Buying a house is a major investment—monetarily, but also for your future. In that way, the home inspector you choose holds a piece of your future in their hands. The right one will help you select the perfect home and grant you peace of mind about your purchase.
Therefore, it’s fair to say that not just any inspector will do.
And as you look, there’s more to the best choice than a certification.
In this article, you will learn how to pick a home inspector, with tips and red flags to guide you. The first step is to pull your candidates from the right places at the right time.
Locating Candidates: How to Find a Home Inspector
Find a Home Inspector Before You Begin Touring
One of the best tips we can give you is to start looking for your home inspector as soon as possible.
When you’re in the market to buy a home, these are the typical steps:
- You look for houses for sale.
- You tour houses.
- You make an offer on a house.
- Your offer is accepted.
- You hold a home inspection.
- You negotiate your prior offer based on the findings of the home inspection.
- You follow through with your purchase if it’s still the home you want.
When your offer is accepted, you and the seller sign a contract that should include an inspection contingency clause. This clause allows you to change your mind based on the results of your home inspection; however, your ability to back out of the deal depends on you having your inspection within the allotted time frame.

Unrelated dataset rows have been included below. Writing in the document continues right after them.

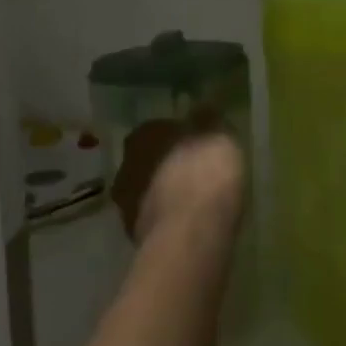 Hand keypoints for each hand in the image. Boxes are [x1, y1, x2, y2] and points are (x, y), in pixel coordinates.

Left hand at [111, 118, 245, 246]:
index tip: (196, 144)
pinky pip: (155, 219)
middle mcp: (127, 165)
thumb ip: (208, 122)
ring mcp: (127, 203)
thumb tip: (201, 109)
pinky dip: (168, 219)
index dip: (177, 136)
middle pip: (149, 160)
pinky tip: (189, 224)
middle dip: (167, 165)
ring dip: (165, 194)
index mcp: (144, 135)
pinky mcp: (135, 236)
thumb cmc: (206, 174)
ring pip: (148, 191)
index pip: (157, 128)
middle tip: (194, 172)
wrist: (190, 235)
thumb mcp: (219, 137)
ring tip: (193, 201) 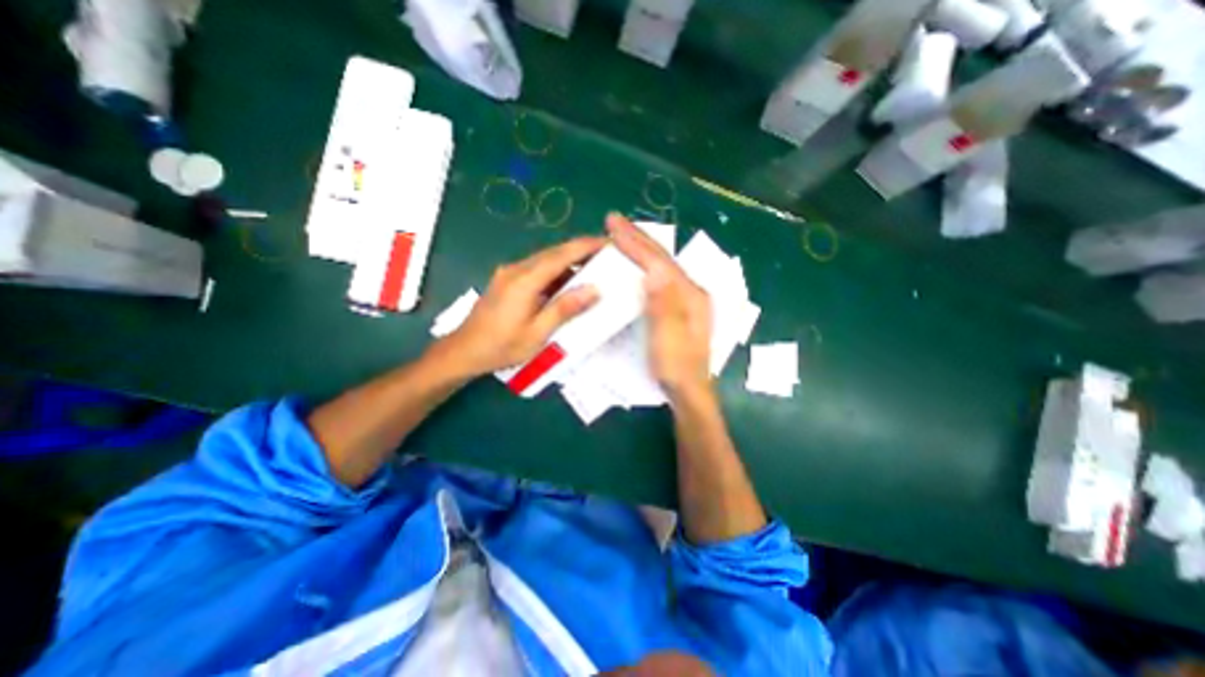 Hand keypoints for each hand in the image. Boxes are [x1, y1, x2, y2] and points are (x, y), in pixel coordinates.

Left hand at [439, 235, 608, 376]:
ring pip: (546, 259)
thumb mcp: (537, 333)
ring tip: (593, 268)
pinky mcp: (508, 280)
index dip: (586, 246)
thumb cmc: (502, 346)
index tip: (609, 241)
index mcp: (525, 280)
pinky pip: (537, 269)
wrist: (464, 350)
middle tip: (607, 255)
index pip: (561, 255)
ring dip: (569, 261)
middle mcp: (517, 269)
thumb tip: (594, 290)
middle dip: (581, 250)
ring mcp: (510, 273)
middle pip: (554, 252)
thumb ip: (565, 308)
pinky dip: (556, 272)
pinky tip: (568, 282)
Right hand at [607, 213, 708, 398]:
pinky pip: (660, 278)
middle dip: (638, 238)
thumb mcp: (669, 339)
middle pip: (662, 258)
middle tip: (615, 221)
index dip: (636, 242)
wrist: (690, 390)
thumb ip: (665, 305)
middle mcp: (691, 291)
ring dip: (642, 248)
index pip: (659, 262)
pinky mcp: (678, 307)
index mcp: (690, 295)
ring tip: (623, 235)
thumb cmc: (677, 368)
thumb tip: (655, 271)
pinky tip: (637, 263)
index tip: (613, 225)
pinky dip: (645, 265)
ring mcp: (686, 299)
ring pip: (662, 265)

Having an inspector picked out in advance means you won’t have to rush to find the right one.
Where to Look to Find a Good Home Inspector
Nowadays, our search for products and services primarily takes place online. While Google is a great tool, other sources can also yield promising home inspector results. And if you do look online, it’s essential to look with intention.
Ask Friends and Family
Your friends and family have your back, so you can trust them to be honest in their reviews and recommendations. If anyone you know has bought a home in the past, ask them who their home inspector was and if they would recommend them to you.

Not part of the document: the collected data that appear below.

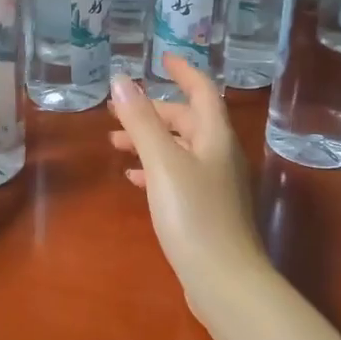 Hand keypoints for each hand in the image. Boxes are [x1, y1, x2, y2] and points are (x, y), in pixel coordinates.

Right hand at [108, 55, 267, 299]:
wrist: (224, 282)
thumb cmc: (194, 215)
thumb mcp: (163, 163)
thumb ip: (142, 121)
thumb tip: (122, 79)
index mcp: (215, 137)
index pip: (203, 91)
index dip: (184, 71)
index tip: (162, 58)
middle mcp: (220, 155)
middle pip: (187, 121)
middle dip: (153, 112)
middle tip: (118, 111)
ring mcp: (215, 185)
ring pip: (180, 149)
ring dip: (150, 141)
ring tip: (115, 144)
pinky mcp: (206, 210)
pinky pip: (178, 176)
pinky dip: (155, 170)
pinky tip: (133, 180) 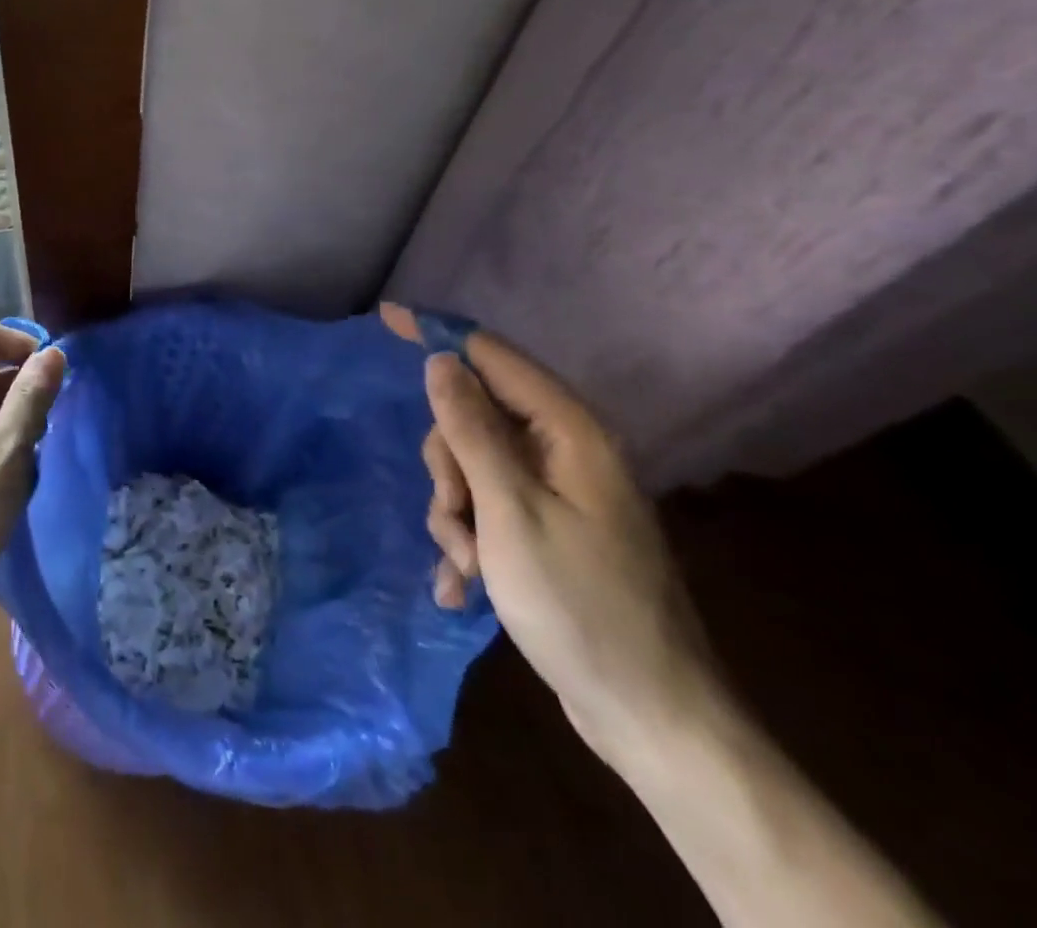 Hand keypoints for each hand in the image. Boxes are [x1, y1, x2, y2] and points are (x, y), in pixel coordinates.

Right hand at [421, 331, 723, 762]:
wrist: (650, 718)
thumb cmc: (578, 605)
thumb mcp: (509, 510)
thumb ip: (471, 429)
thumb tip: (441, 360)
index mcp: (569, 432)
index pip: (491, 356)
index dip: (439, 335)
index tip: (386, 319)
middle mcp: (565, 451)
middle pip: (474, 417)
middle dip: (448, 466)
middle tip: (455, 516)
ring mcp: (557, 493)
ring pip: (473, 466)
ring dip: (456, 513)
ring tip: (468, 567)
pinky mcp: (547, 530)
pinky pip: (488, 508)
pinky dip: (470, 541)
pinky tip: (463, 590) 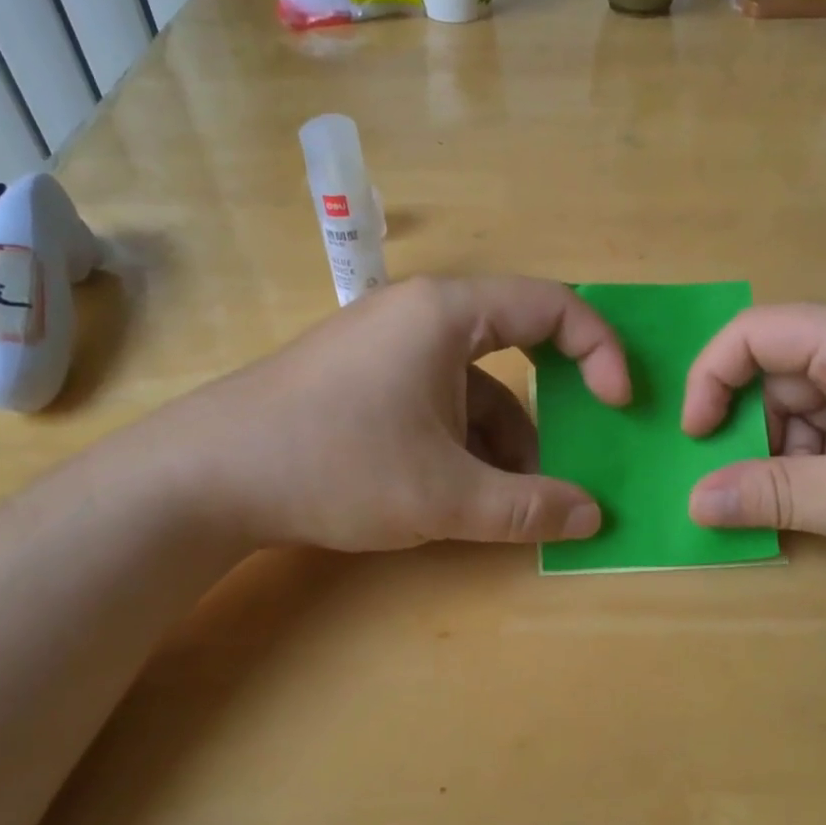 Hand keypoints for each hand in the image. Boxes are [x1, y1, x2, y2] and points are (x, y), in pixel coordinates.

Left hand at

Compiling candidates from word of mouth allows you to find reputable options instantly, and you can ask questions about how thorough the inspector was or if they missed anything your acquaintance didn’t find out about until after moving in.
Even anti-recommendations are valuable. If someone you know had a terrible experience, you can steer clear of the inspection service they used.
If no one you know owns a house or you want to grow your options, local community groups can be a great way to learn about inspectors in the area. Local communities often create groups on Facebook, or you can turn to neighborhood-based social media apps like NextDoor.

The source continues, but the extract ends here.